___ Data provided

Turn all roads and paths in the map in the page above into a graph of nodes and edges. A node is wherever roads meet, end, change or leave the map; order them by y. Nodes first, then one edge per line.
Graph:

______
___ Data provided

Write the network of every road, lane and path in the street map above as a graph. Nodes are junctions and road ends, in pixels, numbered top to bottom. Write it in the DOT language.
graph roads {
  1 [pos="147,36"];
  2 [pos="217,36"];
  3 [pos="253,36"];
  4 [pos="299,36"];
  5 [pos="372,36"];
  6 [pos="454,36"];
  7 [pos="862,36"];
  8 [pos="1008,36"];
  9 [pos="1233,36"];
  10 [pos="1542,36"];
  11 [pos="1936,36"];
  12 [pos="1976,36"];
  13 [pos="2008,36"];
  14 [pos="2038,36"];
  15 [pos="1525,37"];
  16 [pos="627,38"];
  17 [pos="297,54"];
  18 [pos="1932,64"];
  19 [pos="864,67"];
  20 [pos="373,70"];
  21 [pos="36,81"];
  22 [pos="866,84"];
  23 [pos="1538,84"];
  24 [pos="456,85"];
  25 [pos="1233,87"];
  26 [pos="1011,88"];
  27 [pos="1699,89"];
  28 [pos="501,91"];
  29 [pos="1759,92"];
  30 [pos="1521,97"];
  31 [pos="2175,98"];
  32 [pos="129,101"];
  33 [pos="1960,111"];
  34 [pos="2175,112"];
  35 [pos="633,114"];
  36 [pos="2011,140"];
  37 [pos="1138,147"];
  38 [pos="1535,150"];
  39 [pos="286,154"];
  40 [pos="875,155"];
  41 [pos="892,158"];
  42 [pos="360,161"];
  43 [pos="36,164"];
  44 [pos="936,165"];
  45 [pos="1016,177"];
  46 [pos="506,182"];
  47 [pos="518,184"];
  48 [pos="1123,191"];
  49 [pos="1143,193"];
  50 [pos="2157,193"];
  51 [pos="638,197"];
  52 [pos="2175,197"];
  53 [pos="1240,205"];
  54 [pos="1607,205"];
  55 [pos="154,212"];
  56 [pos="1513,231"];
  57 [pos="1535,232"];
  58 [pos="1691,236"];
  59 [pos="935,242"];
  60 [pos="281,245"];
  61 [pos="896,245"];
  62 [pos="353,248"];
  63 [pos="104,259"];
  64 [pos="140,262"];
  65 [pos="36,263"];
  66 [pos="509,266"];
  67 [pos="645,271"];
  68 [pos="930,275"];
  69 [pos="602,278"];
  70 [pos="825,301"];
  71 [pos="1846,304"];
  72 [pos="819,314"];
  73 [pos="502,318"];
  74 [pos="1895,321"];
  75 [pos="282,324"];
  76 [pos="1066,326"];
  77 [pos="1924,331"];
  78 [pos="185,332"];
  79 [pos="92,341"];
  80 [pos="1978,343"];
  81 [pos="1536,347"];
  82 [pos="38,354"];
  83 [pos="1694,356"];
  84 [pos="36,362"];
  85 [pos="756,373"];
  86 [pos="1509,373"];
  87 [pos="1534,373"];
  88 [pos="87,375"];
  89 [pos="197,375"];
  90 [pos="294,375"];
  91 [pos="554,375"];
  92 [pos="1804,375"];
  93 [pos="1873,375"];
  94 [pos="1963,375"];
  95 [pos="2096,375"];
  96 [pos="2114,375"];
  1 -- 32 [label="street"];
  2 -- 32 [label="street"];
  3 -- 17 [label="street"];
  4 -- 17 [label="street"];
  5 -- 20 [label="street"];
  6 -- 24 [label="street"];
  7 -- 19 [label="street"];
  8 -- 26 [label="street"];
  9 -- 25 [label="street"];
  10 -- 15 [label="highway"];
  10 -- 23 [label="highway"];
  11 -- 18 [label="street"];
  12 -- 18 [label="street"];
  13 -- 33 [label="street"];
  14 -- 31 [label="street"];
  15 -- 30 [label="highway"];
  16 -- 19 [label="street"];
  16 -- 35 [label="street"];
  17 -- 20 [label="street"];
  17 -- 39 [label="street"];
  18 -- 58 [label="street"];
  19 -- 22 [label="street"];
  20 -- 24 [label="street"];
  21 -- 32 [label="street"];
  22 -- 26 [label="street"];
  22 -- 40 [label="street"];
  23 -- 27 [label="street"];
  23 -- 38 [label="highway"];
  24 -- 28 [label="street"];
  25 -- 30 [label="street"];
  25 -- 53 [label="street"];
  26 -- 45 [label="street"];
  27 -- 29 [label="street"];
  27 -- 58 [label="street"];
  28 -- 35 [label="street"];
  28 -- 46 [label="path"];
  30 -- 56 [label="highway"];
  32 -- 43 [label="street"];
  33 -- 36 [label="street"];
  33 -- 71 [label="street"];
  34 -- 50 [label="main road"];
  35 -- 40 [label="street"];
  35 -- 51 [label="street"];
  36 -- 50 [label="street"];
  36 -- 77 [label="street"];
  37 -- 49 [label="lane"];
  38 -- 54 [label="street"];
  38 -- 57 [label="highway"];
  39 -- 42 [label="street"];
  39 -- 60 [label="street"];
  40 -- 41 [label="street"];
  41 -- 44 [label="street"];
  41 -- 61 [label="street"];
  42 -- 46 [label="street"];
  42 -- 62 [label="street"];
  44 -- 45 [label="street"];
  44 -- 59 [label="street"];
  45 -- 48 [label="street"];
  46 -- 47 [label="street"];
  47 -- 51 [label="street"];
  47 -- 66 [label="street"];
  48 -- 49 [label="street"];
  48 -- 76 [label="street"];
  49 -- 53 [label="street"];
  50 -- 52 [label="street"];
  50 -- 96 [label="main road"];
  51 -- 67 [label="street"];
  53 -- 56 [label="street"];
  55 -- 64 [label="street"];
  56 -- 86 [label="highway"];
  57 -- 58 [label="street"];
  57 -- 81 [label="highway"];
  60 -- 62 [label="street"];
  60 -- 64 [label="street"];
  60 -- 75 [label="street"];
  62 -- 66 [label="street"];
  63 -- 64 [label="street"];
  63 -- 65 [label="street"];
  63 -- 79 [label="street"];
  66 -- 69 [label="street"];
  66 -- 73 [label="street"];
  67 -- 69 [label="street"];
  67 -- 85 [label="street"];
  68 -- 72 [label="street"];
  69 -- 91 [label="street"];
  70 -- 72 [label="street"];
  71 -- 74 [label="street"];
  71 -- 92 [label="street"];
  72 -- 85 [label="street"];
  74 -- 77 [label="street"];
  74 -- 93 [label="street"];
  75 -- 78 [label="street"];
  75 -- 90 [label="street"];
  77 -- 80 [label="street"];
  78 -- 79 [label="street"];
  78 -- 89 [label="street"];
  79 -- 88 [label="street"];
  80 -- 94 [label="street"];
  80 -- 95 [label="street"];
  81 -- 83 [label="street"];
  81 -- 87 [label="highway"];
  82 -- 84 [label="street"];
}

______
___ Data provided

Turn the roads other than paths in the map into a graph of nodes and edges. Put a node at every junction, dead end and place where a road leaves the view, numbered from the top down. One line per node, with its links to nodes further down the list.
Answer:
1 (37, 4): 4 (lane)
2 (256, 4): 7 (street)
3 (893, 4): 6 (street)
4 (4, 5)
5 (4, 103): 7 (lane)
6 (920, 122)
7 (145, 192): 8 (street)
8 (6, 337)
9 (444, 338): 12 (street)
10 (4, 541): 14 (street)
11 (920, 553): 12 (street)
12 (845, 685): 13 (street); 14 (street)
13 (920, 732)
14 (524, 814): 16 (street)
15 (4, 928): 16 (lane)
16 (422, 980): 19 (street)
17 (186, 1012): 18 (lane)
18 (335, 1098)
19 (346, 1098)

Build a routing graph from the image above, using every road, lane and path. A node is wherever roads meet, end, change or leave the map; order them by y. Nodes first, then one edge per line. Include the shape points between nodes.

______

**Your assignment**
Of the records above, copy each line that includes "into".

**Task response**
Turn all roads and paths in the map in the page above into a graph of nodes and edges. A node is wherever roads meet, end, change or leave the map; order them by y. Nodes first, then one edge per line.
Turn the roads other than paths in the map into a graph of nodes and edges. Put a node at every junction, dead end and place where a road leaves the view, numbered from the top down. One line per node, with its links to nodes further down the list.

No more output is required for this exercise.